Orwell felt humiliated by the revelation and took against his class mates who he felt were snobbish, self entitled sprogs of the imperial ruling class.  He then went on to attend Wellington College and Eton on scholarships so he had plenty of time to develop a decent grudge to the point where he even described himself as an 'odious little snob'.  He could have gone on to either Oxford or Cambridge without costing his father a penny, but by that time he could no longer bear the feeling of inferiority and went back to India to join the British Imperial Police where presumably he could grow to feel superior to lots of people.

This combination of a feeling of inferiority tempered by a certain snobbishness seems to be an on-going personality trait and it surfaces in some of his fictional characters.  He certainly comes across as difficult to live with, and although he did marry as a young man he had extra marital affairs and seems to have expected women to just be there for him when he needed something.
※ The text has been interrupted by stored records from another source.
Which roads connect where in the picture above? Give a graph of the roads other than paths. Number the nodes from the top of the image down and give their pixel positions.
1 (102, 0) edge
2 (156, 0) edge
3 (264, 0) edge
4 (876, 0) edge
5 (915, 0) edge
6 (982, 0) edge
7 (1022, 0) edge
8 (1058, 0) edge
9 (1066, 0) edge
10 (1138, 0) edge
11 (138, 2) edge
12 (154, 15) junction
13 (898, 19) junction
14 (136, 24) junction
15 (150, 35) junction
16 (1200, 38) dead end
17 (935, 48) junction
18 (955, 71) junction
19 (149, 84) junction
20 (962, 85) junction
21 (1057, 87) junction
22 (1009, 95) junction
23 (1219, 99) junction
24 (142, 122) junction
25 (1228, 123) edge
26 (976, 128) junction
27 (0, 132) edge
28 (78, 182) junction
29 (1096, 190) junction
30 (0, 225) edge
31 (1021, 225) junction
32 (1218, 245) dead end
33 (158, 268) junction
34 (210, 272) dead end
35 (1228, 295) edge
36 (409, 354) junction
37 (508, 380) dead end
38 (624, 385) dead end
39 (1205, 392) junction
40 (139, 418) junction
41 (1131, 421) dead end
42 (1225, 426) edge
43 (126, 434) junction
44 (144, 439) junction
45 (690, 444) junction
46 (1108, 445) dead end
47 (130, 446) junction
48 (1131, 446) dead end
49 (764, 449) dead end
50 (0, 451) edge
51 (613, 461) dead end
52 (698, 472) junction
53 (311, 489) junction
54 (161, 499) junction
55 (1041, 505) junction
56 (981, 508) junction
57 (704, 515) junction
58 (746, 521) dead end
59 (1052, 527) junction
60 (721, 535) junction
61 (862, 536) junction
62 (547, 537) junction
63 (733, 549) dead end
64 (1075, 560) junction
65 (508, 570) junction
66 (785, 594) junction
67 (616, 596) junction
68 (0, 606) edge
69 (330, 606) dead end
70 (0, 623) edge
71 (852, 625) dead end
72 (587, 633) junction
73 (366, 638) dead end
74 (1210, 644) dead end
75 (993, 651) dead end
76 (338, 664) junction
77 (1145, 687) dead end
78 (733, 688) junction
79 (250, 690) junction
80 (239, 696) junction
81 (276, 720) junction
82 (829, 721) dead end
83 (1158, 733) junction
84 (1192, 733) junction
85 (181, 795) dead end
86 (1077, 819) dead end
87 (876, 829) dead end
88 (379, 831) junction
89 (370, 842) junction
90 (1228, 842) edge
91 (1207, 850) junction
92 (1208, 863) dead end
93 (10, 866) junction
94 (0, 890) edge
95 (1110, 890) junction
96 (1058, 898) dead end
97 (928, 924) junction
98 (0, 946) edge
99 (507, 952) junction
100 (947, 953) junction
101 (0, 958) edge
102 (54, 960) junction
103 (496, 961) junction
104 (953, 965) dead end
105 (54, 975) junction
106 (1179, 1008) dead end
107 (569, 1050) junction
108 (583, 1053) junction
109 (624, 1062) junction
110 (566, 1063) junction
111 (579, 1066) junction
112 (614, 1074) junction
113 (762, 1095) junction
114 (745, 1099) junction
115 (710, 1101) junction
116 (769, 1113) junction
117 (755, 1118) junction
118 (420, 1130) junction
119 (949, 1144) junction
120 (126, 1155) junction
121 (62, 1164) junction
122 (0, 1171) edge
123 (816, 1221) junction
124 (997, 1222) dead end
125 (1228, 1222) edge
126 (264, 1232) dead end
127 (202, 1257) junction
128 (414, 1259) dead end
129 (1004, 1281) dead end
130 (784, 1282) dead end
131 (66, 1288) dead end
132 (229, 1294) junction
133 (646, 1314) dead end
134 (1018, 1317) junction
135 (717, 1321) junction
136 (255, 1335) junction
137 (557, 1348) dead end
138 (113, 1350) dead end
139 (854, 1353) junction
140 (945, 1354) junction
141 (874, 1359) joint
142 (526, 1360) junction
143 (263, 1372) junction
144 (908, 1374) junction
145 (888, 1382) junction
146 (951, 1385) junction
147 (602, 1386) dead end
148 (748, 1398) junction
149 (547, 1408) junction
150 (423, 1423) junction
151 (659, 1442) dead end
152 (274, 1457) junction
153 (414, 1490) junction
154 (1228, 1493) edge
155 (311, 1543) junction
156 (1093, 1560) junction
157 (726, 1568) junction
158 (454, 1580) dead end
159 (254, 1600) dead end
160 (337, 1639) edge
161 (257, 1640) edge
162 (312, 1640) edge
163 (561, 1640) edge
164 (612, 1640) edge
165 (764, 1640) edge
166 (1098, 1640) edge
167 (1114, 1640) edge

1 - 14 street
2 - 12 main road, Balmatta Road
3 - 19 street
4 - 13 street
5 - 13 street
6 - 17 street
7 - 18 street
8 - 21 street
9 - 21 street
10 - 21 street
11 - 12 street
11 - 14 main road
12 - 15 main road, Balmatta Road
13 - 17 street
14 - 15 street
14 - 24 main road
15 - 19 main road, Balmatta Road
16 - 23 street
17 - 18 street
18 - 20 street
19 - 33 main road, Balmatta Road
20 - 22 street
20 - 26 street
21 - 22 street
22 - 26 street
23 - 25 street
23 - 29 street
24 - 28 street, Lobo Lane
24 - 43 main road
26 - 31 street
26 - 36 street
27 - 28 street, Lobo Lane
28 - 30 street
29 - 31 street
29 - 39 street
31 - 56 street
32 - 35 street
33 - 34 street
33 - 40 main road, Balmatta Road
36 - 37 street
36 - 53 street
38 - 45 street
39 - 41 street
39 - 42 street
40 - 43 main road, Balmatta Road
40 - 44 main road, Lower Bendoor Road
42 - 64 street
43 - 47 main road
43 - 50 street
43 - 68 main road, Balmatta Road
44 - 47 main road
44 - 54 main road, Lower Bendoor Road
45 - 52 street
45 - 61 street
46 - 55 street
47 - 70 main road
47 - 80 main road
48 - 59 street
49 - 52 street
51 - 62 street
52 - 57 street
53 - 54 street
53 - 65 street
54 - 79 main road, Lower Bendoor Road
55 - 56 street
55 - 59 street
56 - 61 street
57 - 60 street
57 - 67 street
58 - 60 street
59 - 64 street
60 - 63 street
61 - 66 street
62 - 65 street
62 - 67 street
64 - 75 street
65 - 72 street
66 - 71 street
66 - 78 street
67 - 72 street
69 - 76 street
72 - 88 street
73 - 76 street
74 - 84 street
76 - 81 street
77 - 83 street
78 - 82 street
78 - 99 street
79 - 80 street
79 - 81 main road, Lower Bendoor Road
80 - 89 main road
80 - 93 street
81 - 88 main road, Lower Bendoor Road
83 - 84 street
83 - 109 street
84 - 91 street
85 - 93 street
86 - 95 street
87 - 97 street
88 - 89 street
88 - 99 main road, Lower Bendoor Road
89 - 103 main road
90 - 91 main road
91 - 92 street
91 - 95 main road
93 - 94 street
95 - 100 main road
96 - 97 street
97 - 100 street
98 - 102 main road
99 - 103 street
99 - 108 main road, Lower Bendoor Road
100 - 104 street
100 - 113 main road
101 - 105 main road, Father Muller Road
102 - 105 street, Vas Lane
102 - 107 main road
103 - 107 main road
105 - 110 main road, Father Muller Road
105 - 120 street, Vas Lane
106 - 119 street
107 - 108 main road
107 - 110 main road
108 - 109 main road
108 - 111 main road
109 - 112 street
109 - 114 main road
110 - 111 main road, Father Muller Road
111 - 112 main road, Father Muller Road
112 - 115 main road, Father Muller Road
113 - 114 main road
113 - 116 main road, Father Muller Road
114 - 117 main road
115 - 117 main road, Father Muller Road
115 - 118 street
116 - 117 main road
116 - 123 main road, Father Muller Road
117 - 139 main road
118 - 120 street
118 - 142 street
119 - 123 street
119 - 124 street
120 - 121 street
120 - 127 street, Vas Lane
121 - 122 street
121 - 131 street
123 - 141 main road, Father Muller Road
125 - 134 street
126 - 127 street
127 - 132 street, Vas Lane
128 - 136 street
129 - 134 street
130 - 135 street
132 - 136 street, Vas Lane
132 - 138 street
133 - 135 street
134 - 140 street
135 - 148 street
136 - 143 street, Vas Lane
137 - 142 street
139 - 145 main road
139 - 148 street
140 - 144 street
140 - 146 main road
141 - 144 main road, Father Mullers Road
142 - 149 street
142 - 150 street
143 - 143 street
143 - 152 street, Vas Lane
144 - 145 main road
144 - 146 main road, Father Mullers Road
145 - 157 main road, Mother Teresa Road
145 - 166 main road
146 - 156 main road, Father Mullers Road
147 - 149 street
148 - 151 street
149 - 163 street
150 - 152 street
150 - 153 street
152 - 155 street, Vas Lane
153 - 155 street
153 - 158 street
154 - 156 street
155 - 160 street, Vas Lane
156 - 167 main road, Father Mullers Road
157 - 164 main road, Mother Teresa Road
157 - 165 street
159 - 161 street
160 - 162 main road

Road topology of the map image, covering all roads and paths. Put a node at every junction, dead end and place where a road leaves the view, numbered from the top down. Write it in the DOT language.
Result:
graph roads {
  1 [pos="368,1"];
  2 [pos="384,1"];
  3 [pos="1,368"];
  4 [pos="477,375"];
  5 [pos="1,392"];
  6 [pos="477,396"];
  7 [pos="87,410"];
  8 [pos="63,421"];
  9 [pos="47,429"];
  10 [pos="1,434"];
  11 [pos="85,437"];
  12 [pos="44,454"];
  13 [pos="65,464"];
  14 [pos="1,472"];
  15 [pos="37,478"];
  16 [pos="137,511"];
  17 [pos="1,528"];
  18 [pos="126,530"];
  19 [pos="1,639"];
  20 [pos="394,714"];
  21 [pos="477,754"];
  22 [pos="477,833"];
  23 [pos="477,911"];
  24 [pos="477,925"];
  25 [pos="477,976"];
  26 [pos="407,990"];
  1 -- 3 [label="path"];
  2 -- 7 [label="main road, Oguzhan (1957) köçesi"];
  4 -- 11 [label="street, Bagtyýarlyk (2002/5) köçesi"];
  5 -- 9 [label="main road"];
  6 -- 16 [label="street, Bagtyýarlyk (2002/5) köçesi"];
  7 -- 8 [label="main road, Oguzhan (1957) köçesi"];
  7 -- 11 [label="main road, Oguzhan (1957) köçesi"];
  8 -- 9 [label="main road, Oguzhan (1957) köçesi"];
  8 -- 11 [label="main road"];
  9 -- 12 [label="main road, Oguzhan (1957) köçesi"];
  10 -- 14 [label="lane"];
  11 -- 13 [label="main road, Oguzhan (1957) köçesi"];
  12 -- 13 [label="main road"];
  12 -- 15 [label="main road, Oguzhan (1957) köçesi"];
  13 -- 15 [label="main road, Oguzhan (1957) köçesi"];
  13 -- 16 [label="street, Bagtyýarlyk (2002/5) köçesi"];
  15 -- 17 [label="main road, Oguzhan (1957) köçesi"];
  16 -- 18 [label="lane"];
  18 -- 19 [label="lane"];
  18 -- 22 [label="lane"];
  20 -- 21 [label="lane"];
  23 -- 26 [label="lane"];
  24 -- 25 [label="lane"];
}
He ended up on Jura because he became obsessed with the idea that the Russians would destroy most of England with atomic bombs and he wanted to have somewhere that could be made self-sufficient in the event of a war.  His first wife Eileen died not long after the couple adopted a little boy so he found himself on a remote Island with a toddler to bring up.  At this point he persuaded his sister to come and be a housekeeper and nanny to young Richard and she had to pack up her comfortable life in exchange for a croft that was miles from anywhere.

Orwell wrote 1984 on Jura but also suffered greatly with recurring chest problems that culminated in him contracting TB.  The farming families on Jura were very kind towards him and after spending several years there he was forced to revise his opinion of Scottish people.  He still wasn't the easiest person to get along with but at least island life knocked the edges off him before he died of TB aged 46.